Word for word, restate the lines of the material below from its first line through the one containing "thumb tip: (403, 291)". Omit the rest.

- Opening Delimiter -

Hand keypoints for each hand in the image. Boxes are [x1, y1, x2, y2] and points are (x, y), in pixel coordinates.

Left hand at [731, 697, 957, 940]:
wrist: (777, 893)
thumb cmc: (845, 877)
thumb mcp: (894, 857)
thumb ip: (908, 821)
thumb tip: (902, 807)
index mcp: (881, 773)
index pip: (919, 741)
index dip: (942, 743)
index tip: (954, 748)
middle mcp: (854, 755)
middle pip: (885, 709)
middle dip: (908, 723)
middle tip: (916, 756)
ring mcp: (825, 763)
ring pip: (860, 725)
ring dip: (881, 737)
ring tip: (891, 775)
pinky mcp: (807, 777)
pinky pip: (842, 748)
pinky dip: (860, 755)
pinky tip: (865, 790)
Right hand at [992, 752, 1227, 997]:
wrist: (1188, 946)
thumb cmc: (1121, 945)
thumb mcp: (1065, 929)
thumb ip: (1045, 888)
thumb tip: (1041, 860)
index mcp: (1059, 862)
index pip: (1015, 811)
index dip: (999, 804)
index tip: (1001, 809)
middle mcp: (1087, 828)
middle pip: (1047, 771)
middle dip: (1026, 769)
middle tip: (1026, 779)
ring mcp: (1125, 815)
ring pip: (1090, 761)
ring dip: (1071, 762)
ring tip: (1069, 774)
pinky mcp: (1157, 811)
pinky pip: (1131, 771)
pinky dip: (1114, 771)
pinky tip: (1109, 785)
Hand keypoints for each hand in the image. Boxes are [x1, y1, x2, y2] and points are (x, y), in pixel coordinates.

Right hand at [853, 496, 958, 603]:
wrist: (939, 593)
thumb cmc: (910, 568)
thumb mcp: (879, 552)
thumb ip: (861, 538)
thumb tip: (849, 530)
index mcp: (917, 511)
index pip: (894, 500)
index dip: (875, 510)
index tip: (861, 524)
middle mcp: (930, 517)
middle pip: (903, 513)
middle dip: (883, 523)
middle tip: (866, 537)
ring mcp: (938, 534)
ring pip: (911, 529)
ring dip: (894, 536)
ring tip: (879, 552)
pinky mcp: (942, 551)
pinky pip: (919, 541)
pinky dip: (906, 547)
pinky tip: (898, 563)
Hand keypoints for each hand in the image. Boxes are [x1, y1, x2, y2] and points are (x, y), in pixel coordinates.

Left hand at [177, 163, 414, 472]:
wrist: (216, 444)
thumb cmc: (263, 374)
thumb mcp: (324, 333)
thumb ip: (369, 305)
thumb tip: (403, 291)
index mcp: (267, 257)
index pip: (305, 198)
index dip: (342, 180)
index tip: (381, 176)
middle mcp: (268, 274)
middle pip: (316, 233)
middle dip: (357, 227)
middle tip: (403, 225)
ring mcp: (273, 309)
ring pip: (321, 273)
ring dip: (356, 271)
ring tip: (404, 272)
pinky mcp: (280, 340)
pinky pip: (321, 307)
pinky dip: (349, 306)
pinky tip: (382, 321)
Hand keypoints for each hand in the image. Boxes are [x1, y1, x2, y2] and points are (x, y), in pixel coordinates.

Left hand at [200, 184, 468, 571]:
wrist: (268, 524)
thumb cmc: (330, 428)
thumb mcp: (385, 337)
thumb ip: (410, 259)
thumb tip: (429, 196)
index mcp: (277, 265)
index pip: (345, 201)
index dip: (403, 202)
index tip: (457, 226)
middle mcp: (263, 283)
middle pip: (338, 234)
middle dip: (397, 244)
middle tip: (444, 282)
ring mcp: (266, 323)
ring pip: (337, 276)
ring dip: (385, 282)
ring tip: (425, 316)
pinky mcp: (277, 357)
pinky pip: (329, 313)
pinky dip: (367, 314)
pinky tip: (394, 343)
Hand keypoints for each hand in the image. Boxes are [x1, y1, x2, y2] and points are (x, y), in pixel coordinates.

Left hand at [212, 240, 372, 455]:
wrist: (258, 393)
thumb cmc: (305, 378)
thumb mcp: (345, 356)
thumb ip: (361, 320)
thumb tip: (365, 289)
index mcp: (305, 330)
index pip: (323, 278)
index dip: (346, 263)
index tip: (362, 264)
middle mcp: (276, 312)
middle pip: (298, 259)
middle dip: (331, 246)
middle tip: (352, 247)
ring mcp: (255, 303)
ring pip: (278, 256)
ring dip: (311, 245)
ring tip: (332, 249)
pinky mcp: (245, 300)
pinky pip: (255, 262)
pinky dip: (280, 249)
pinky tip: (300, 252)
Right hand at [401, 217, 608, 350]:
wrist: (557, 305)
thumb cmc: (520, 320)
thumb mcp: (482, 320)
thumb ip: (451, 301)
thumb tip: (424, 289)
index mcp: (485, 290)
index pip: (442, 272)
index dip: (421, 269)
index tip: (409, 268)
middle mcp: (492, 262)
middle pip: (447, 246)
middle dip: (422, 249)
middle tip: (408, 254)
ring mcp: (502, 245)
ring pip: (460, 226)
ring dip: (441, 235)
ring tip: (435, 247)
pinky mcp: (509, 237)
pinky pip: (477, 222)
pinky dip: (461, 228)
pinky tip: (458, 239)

- Closing Delimiter -

ANSWER SECTION:
Hand keypoints for each hand in the image. Boxes are [x1, y1, x2, y2] and points are (x, y), in pixel coordinates.

Left hand at [731, 697, 957, 940]:
wrist: (777, 893)
thumb cmc: (845, 877)
thumb mcp: (894, 857)
thumb ip: (908, 821)
thumb tip: (902, 807)
index mcp: (881, 773)
index pip: (919, 741)
index dip: (942, 743)
index tip: (954, 748)
middle mcp: (854, 755)
middle pip: (885, 709)
middle dip: (908, 723)
middle tip: (916, 756)
ring mcp: (825, 763)
ring pip: (860, 725)
ring dip: (881, 737)
ring tip: (891, 775)
pinky mcp: (807, 777)
pinky pip: (842, 748)
pinky dip: (860, 755)
pinky tip: (865, 790)
Right hand at [992, 752, 1227, 997]:
wrist: (1188, 946)
thumb cmc: (1121, 945)
thumb mcp: (1065, 929)
thumb ip: (1045, 888)
thumb tip: (1041, 860)
index mcp: (1059, 862)
index pip: (1015, 811)
index dip: (999, 804)
index tip: (1001, 809)
middle mcp: (1087, 828)
middle pip: (1047, 771)
middle dip: (1026, 769)
middle tip: (1026, 779)
ring mcp: (1125, 815)
ring pip: (1090, 761)
ring dip: (1071, 762)
ring tip: (1069, 774)
pinky mcp: (1157, 811)
pinky pip: (1131, 771)
pinky dip: (1114, 771)
pinky tip: (1109, 785)
Hand keypoints for each hand in the image. Boxes are [x1, y1, x2, y2] and points are (x, y), in pixel coordinates.

Right hand at [853, 496, 958, 603]:
wrist: (939, 593)
thumb cmc: (910, 568)
thumb mcp: (879, 552)
thumb ip: (861, 538)
thumb tip: (849, 530)
index mcp: (917, 511)
index pip: (894, 500)
index dip: (875, 510)
index tip: (861, 524)
middle mcp: (930, 517)
middle pip: (903, 513)
middle dip: (883, 523)
middle tip: (866, 537)
ring mcp: (938, 534)
ring pip: (911, 529)
ring dip: (894, 536)
ring tip: (879, 552)
pinky mcp: (942, 551)
pinky pip: (919, 541)
pinky dip: (906, 547)
pinky tip: (898, 563)
Hand keypoints for each hand in the image. Boxes are [x1, y1, x2, y2] and points are (x, y), in pixel coordinates.

Left hand at [177, 163, 414, 472]:
wrist: (216, 444)
thumb cmc: (263, 374)
thumb mcp: (324, 333)
thumb ip: (369, 305)
thumb tip: (403, 291)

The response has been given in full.